そのような、人類に普遍的な状況ー情動のつながりもありますが、個人が経験の中で獲得した状況ー情動のつながりも多くあります。人の経験とは、過去の状況ー行動ー帰結ー感情のセットです。そのデータベースを用い、過去悪い帰結に終わった状況によく似た状況が出来したときには、相応の情動シグナルが送られます。

この情動シグナルとリストを結びつけるのが、想起戦略の核になります。よく「怒りを感じたら○○をしろ」と言われますが、それと同じです。ただし、もうすこし微細なレベルで心の動きを捉えようということです。

とはいえ実践はなかなか困難です。心の動きを細やかに捉えるのがそもそも難しいですし、捉えられても言語化が容易ではありません。さきほどは「身体の中心が冷えるような」と書きました。
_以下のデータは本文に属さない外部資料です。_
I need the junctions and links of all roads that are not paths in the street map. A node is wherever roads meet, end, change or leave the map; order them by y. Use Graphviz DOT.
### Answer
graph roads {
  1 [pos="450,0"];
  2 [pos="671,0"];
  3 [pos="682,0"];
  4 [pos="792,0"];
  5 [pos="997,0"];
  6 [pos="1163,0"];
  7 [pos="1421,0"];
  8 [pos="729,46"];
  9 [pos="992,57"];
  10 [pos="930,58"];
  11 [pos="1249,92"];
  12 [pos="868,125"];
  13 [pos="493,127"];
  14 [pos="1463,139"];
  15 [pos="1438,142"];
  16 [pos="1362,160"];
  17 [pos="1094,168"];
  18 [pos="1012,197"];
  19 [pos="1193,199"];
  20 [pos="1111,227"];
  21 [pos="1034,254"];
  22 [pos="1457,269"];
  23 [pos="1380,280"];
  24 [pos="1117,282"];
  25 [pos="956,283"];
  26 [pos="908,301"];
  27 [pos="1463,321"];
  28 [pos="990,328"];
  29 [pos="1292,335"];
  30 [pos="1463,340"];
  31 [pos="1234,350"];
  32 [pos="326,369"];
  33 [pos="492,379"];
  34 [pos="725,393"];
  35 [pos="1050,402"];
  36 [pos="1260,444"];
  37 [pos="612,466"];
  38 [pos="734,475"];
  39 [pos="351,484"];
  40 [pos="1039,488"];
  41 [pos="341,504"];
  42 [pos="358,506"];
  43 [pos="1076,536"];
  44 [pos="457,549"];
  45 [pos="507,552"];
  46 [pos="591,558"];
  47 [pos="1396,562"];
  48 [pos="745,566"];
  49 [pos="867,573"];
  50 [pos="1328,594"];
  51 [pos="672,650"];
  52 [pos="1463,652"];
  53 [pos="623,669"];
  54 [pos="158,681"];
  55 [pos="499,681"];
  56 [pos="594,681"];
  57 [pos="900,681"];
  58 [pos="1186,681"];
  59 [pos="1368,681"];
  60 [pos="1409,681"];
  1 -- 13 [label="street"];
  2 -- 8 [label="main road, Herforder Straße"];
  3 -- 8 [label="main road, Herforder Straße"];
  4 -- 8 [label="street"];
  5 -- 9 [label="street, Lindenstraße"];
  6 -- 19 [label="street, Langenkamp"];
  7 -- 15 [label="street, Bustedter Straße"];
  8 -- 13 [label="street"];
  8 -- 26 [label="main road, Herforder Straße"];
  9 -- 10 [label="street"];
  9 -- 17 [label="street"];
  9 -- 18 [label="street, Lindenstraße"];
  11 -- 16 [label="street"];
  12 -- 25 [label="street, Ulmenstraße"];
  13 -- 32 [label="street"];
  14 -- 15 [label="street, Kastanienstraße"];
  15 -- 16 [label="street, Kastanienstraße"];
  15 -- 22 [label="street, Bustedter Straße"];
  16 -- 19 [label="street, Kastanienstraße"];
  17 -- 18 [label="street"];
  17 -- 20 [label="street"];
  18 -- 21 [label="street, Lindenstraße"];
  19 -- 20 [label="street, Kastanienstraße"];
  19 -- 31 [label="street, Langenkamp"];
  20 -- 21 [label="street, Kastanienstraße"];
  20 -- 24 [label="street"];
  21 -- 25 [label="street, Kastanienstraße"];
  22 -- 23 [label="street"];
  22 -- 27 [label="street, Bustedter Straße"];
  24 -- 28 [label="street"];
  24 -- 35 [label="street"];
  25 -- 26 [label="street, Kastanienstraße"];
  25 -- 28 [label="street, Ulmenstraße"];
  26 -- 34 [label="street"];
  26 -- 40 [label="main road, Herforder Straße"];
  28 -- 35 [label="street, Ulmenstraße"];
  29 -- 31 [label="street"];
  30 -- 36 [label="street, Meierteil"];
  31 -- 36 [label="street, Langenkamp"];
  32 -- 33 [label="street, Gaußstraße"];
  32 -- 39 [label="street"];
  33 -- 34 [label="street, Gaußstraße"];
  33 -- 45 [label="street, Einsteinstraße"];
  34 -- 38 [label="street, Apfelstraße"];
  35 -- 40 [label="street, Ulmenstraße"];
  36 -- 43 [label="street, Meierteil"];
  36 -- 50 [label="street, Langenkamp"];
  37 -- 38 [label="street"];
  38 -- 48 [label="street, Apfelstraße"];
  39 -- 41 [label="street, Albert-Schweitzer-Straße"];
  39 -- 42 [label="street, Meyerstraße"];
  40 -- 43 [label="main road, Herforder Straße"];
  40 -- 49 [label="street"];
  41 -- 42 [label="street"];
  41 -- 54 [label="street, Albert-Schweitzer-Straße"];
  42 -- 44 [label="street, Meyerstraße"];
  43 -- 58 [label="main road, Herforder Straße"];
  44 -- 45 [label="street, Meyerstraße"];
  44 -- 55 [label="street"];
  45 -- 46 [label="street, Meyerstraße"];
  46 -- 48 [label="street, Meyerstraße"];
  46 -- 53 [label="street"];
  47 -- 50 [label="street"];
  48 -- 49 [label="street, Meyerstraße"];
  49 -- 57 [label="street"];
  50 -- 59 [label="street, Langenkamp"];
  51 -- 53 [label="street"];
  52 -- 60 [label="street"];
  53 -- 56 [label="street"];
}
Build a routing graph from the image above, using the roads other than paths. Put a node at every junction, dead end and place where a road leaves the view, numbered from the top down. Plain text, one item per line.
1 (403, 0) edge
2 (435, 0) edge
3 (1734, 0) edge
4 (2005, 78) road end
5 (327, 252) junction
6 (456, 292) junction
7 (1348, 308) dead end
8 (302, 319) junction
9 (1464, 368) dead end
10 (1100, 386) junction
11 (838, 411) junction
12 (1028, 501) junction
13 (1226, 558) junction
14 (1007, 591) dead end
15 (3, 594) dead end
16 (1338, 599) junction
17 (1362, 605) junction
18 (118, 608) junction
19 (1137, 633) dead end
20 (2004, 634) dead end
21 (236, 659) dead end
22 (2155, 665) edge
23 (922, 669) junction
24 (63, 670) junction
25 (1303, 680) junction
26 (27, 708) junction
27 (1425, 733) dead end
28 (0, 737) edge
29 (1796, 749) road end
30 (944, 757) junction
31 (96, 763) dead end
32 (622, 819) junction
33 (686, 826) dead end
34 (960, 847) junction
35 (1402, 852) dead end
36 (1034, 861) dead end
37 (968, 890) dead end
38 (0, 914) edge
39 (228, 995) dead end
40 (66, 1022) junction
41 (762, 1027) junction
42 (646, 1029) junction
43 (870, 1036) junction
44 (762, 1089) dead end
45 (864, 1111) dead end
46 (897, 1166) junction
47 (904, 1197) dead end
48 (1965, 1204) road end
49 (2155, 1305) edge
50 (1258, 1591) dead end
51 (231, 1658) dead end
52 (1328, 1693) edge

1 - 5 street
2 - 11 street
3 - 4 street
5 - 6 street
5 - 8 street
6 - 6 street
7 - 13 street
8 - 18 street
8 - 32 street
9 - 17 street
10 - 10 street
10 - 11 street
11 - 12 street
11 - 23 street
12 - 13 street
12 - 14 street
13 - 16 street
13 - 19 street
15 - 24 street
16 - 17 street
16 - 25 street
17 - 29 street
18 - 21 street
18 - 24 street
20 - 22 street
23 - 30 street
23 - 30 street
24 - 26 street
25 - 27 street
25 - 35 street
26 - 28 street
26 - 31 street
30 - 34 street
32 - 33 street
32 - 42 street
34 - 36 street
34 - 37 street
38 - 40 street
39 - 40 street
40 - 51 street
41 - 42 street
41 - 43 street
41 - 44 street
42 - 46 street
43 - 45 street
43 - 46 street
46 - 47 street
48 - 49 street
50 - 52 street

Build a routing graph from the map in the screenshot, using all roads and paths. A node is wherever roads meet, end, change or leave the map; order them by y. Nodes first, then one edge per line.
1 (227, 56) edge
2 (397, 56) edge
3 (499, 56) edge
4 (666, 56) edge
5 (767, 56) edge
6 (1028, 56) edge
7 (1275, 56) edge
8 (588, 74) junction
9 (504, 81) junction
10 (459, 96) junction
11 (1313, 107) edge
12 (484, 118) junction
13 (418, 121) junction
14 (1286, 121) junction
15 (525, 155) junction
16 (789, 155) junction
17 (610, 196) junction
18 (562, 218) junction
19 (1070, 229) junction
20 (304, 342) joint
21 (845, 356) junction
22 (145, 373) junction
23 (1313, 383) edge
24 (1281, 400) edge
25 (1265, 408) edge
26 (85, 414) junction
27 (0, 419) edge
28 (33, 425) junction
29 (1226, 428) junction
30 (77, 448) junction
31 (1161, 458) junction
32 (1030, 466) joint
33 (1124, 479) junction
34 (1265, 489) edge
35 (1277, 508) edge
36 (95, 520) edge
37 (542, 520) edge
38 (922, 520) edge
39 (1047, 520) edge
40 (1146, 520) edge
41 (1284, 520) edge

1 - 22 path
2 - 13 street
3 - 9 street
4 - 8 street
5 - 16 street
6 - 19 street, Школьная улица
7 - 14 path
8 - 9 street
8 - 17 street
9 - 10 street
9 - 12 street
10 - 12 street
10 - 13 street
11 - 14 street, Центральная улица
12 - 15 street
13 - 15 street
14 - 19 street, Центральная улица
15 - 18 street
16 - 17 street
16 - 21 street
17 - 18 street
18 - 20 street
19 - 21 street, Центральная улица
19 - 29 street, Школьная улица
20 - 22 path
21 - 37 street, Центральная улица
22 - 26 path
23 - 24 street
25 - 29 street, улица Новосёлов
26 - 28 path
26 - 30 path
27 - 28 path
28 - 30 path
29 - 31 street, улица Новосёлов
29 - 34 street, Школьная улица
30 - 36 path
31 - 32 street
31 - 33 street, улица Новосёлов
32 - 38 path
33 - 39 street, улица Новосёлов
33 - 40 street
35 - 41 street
感情以前の情動は、「ドキッ」「ムカッ」といった擬音語や、「みぞおちがせり上がるような」「うなじが冷えるような」といった比喩的な描写でしか言語化できず、最終的には「こういう感じ」という感覚を身体で憶えていかねばなりません。

大まかなアプローチは正しいと思いますし、いくつかの状況では効果を感じてもいますので、著者にならって実践と研究の両面を続けてみようと考えています。